In a case involving United Airlines’ vaccine mandate, a federal court denied a request for rehearing. One judge accused the company of “coerc[ing]” its employees to violate their religious beliefs.

The Fifth Circuit Judges, widely regarded as the most conservative federal court in the country, voted 13-4 to deny a rehearing on Thursday. United Airlines also requested that the court deny a request to vacate an opinion of the panel from February. This opinion held that the mandate caused irreparable harm, and sent the case back to the district court.

Trump-appointed Judge James Ho wrote a concurring opinion. He criticized the airline for creating “crisis in conscience” for its workers and warned of a new wave of corporatism within the United States that seeks out to inflict its cultural value on Americans.

Ho stated that mandating employees who have religious objections to vaccines “were created using aborted foetus tissue” or putting them on indefinite unpaid leaves is “obvious irreparable harm” as it “press[ures] employees into violating their faith.”

Employers who don’t agree with your religious beliefs can place you on unpaid indefinite leave. This is clearly an adverse employment action that can be brought under Title VII of Title VII of Title VII of Title VII of Title VII of Title VII of Title VII of Title VII of Title VII of Title VII of Title VII. You have clearly suffered an irreparable injury when your employer forces you to abandon your faith to get your job back. If it were a mere loss of money, the injury would be completely reparable with money damages.
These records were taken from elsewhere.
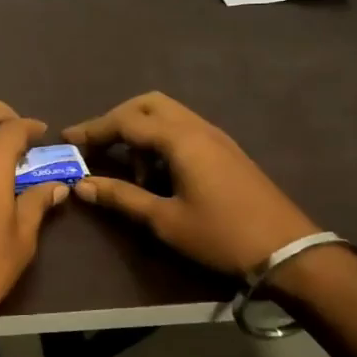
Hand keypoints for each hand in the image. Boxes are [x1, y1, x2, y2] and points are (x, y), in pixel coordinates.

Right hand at [63, 92, 316, 277]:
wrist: (289, 252)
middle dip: (117, 119)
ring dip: (140, 131)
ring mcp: (216, 138)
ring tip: (128, 170)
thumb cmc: (221, 236)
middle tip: (96, 146)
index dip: (93, 129)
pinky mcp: (225, 152)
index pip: (126, 121)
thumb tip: (82, 185)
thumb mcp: (164, 221)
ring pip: (167, 115)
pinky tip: (156, 174)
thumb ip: (121, 198)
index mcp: (180, 140)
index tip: (67, 139)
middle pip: (148, 104)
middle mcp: (198, 128)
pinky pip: (183, 130)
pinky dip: (160, 141)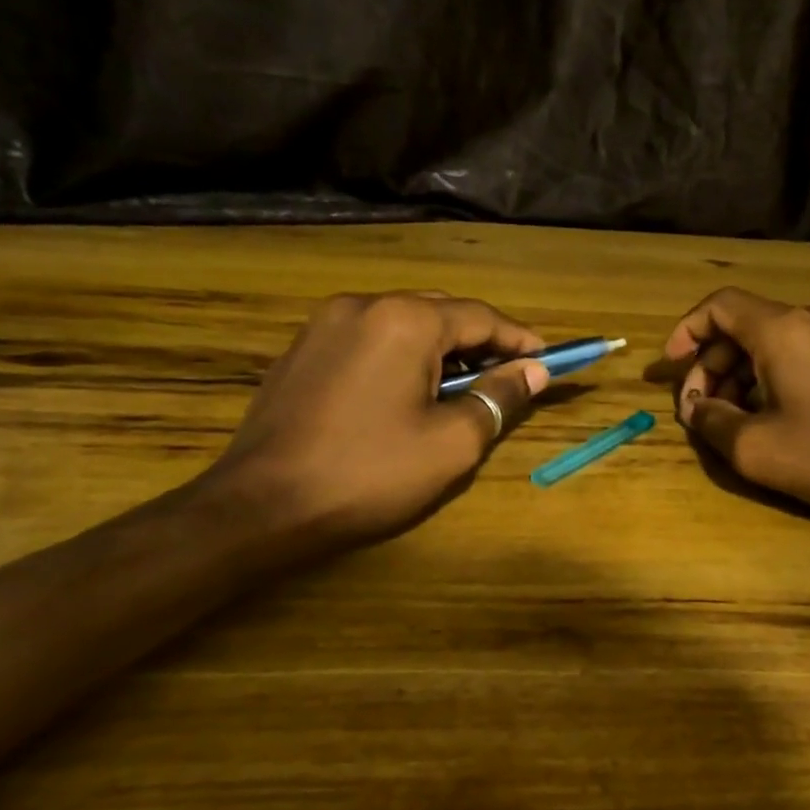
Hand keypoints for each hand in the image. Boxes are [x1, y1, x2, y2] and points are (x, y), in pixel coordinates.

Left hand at [206, 292, 550, 547]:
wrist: (261, 506)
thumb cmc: (368, 474)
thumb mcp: (452, 442)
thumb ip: (498, 398)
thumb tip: (534, 372)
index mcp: (405, 320)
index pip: (481, 317)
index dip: (520, 340)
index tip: (548, 362)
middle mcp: (363, 304)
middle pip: (441, 313)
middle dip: (479, 344)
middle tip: (506, 379)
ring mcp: (324, 324)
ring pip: (402, 324)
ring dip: (439, 350)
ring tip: (458, 391)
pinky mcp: (301, 350)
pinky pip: (367, 340)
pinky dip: (399, 357)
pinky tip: (404, 394)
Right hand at [663, 288, 809, 519]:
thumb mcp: (755, 448)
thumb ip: (712, 422)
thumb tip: (696, 410)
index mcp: (783, 329)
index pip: (719, 305)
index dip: (686, 331)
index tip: (670, 366)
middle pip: (744, 327)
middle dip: (711, 365)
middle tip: (699, 408)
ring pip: (773, 343)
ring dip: (741, 375)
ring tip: (732, 420)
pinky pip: (803, 356)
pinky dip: (773, 378)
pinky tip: (774, 418)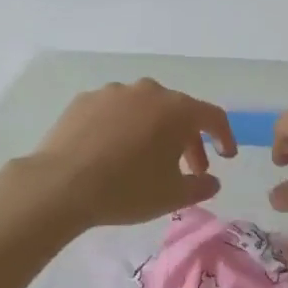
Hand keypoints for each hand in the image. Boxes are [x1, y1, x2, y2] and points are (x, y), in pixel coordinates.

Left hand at [27, 80, 236, 228]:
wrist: (61, 185)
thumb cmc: (126, 189)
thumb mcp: (172, 196)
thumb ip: (200, 187)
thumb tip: (211, 181)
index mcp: (176, 109)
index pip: (213, 116)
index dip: (224, 137)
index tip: (226, 157)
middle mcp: (148, 91)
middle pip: (178, 112)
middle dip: (188, 141)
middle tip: (189, 170)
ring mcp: (113, 92)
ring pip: (145, 109)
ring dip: (154, 131)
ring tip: (148, 160)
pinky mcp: (84, 100)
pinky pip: (115, 112)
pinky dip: (123, 128)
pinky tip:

It’s not. It’s about a loss in faith. It’s about a loss of faith. To keep your job, you are being coerced to give up your faith. In this situation, no amount of damages is reasonable. You must be a savage to your faith in order to keep your job. What would it cost to give up your faith for a job?

United Airlines had one the most stringent coronavirus vaccination requirements in the country, even when compared with other airlines. The airline informed its 67,000 U.S. employees last August that they would need to be vaccinated or risk being fired. United reported that approximately 96 percent of employees followed the mandate. However, several hundred people who refused to comply were fired. Nearly 2,200 employees were granted religious and medical exemptions. However, the company gave them “reasonable accommodation”, by putting them on unpaid leaves and removing their medical benefits.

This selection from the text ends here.